Index: gcc/config/rs6000/rs6000.opt
===================================================================
--- gcc/config/rs6000/rs6000.opt	(revision 213923)
+++ gcc/config/rs6000/rs6000.opt	(working copy)
@@ -588,3 +588,7 @@ Allow double variables in upper registers with -mc
 mupper-regs-sf
 Target Undocumented Mask(UPPER_REGS_SF) Var(rs6000_isa_flags)

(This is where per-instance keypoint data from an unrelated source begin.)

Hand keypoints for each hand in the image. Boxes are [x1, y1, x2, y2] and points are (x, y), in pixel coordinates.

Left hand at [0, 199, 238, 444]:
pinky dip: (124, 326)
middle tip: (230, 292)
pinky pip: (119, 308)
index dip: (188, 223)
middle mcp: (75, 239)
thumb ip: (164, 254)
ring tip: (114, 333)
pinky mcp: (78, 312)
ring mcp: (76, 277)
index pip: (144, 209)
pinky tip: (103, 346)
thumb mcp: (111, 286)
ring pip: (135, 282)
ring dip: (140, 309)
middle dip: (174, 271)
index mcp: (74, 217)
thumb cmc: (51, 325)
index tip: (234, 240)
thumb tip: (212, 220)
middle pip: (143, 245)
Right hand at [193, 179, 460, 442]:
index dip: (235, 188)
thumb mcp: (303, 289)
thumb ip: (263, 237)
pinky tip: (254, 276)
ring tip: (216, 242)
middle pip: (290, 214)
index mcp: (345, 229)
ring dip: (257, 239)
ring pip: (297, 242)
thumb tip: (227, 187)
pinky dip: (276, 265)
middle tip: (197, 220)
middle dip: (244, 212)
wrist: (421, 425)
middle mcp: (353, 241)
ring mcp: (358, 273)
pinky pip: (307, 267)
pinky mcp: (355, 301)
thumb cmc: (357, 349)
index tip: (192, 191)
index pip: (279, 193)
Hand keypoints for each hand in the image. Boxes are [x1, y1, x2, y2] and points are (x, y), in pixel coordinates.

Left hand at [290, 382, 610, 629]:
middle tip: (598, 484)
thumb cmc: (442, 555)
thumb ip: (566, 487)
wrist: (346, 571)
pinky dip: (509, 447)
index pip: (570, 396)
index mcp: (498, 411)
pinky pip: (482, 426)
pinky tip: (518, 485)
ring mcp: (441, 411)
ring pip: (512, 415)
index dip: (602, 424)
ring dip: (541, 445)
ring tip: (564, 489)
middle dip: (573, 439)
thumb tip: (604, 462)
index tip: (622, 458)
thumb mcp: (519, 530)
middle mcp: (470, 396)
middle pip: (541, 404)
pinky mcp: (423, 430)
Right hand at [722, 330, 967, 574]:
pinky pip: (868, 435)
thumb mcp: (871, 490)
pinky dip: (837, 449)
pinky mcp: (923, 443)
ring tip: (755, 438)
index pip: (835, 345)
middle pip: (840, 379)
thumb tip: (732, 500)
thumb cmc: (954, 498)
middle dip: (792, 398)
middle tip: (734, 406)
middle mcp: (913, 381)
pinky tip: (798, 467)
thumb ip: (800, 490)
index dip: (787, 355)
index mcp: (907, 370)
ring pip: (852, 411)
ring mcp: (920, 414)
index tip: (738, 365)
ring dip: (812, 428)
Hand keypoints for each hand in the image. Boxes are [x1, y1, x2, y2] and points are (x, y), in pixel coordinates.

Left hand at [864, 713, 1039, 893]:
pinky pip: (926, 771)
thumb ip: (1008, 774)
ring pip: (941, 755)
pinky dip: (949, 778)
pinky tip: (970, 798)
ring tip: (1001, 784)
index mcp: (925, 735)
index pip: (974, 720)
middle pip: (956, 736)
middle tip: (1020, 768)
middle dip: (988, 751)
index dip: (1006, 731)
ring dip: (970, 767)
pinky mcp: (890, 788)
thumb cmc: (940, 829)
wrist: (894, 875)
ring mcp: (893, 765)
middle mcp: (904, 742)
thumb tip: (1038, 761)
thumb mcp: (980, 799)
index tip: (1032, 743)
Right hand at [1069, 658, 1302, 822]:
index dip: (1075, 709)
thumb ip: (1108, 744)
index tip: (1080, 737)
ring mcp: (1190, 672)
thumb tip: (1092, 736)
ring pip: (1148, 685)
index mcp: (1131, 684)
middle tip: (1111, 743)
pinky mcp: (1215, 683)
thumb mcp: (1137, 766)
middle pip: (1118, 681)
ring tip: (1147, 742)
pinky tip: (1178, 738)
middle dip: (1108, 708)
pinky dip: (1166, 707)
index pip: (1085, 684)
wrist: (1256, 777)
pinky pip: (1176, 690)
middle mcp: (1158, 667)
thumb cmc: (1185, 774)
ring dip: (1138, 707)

 Allow float variables in upper registers with -mcpu=power8 or -mp8-vector
+
+moptimize-swaps
+Target Undocumented Var(rs6000_optimize_swaps) Init(1) Save
+Analyze and remove doubleword swaps from VSX computations.
Index: gcc/testsuite/gcc.target/powerpc/swaps-p8-1.c
===================================================================
--- gcc/testsuite/gcc.target/powerpc/swaps-p8-1.c	(revision 0)
+++ gcc/testsuite/gcc.target/powerpc/swaps-p8-1.c	(working copy)
@@ -0,0 +1,34 @@
+/* { dg-do compile { target { powerpc64le-*-* } } } */
+/* { dg-options "-mcpu=power8 -O3" } */
+/* { dg-final { scan-assembler "lxvd2x" } } */
+/* { dg-final { scan-assembler "stxvd2x" } } */
+/* { dg-final { scan-assembler-not "xxpermdi" } } */
+
+void abort();
+
+#define N 16
+
+signed char ca[N] __attribute__((aligned(16)));
+signed char cb[] __attribute__((aligned(16)))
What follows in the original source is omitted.